Depuis le mois de juillet 1992, le Fonds est un outil incitatif à l'embauche des publics les plus en difficulté (ensemble des chômeurs de longue durée, bénéficiaires du RM1 et travailleurs handicapés) dont le salaire est pris en charge à hauteur de 85 %. En principe, l'octroi du Fonds est donc limité aux contrats emploi-solidarité conclus au profit de ces publics.

Il est désormais attribué à hauteur de 50 % ou de 100 % du coût restant à la charge de l'employeur.

En règle générale, le taux de prise en charge est égal à 50 %. Mais ce taux peut être porté à l00 % lorsqu'il s'agit d'employeurs qui consentent un effort de recrutement important au bénéfice des publics prioritaires ou disposant de faibles moyens.

L'intervention à hauteur de 100 % est automatique pour les établissements d'enseignement et hospitaliers.

Une instruction en date du 26 novembre 1992 a toutefois ouvert la possibilité d'intervention du Fonds au bénéfice de jeunes non chômeurs de longue durée en très grande difficulté, au-delà de la prise en charge de leur salaire par l'État au taux normal de 65 %.

Enfin, la possibilité est laissée aux conseils généraux d'intervenir à hauteur de 50 % ou de 100 %, en sus ou à la place de l'État, du coût restant à la charge de l'employeur, pour les bénéficiaires du RMI embauchés sous CES.

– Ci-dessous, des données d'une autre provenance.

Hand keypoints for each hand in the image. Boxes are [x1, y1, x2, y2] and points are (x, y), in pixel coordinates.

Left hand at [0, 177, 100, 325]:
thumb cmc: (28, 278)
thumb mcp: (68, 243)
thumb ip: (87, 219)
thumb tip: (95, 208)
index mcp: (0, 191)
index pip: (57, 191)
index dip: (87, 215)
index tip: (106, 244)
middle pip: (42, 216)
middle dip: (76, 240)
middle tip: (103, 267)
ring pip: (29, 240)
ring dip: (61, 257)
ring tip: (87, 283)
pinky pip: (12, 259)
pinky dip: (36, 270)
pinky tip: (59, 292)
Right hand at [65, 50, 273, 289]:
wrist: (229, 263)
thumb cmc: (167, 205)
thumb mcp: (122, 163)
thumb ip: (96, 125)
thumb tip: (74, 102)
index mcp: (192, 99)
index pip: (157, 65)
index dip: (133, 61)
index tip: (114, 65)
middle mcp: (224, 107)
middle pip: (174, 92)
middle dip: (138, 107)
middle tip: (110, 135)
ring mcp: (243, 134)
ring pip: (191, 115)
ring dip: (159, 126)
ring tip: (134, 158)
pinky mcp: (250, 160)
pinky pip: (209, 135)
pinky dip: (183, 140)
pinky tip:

Ce changement de logique d'intervention du Fonds, d'abord attribué en fonction de la nature de l'organisme employeur, puis très largement en fonction de la nature des publics, explique la forte croissance de la proportion des conventions bénéficiant du Fonds :

 

1991

1992

1993

1994

1995

1er sent 1996

Bénéficiaires du fonds

23 %

33,4 %

59,22 %

65,67 %

69,84 %

70,62 %

La circulaire CDE n°96-4 du 31 janvier 1996 a souhaité modifier les conditions d'intervention du fonds de compensation, limitant cette intervention pour les publics prioritaires à hauteur de 90 % dans le cas général et à 95 % pour les employeurs consentant un effort particulier en faveur de ces publics, et à 65 % et 85 % pour les autres publics. Cependant, la partie de la circulaire afférente au financement du dispositif a été suspendue eu égard aux difficultés soulevées par les employeurs.

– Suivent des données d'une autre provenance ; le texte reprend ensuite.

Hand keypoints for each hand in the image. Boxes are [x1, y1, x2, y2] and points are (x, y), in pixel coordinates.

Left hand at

Incidences financières du dispositif pour l'État

(en millions de francs)

 

1991

1992

1993

1994

1995

Etat

7 200

9 800

14 800

14 870

16 451

dont cotisations UNEDI

187

400

636

742

809

Si 39 % des salariés sous CES bénéficient du régime particulier d'assurance chômage mis en place en 1990, 60 % relèvent du régime général (1 % bénéficient d'une auto-assurance de leur employeur).

S'agissant des incidences financières pour la sécurité sociale, il convient de rappeler que si les rémunérations versées aux salariés sous CES sont exonérées des cotisations patronales de sécurité sociale, elles sont en revanche assujetties aux cotisations salariales.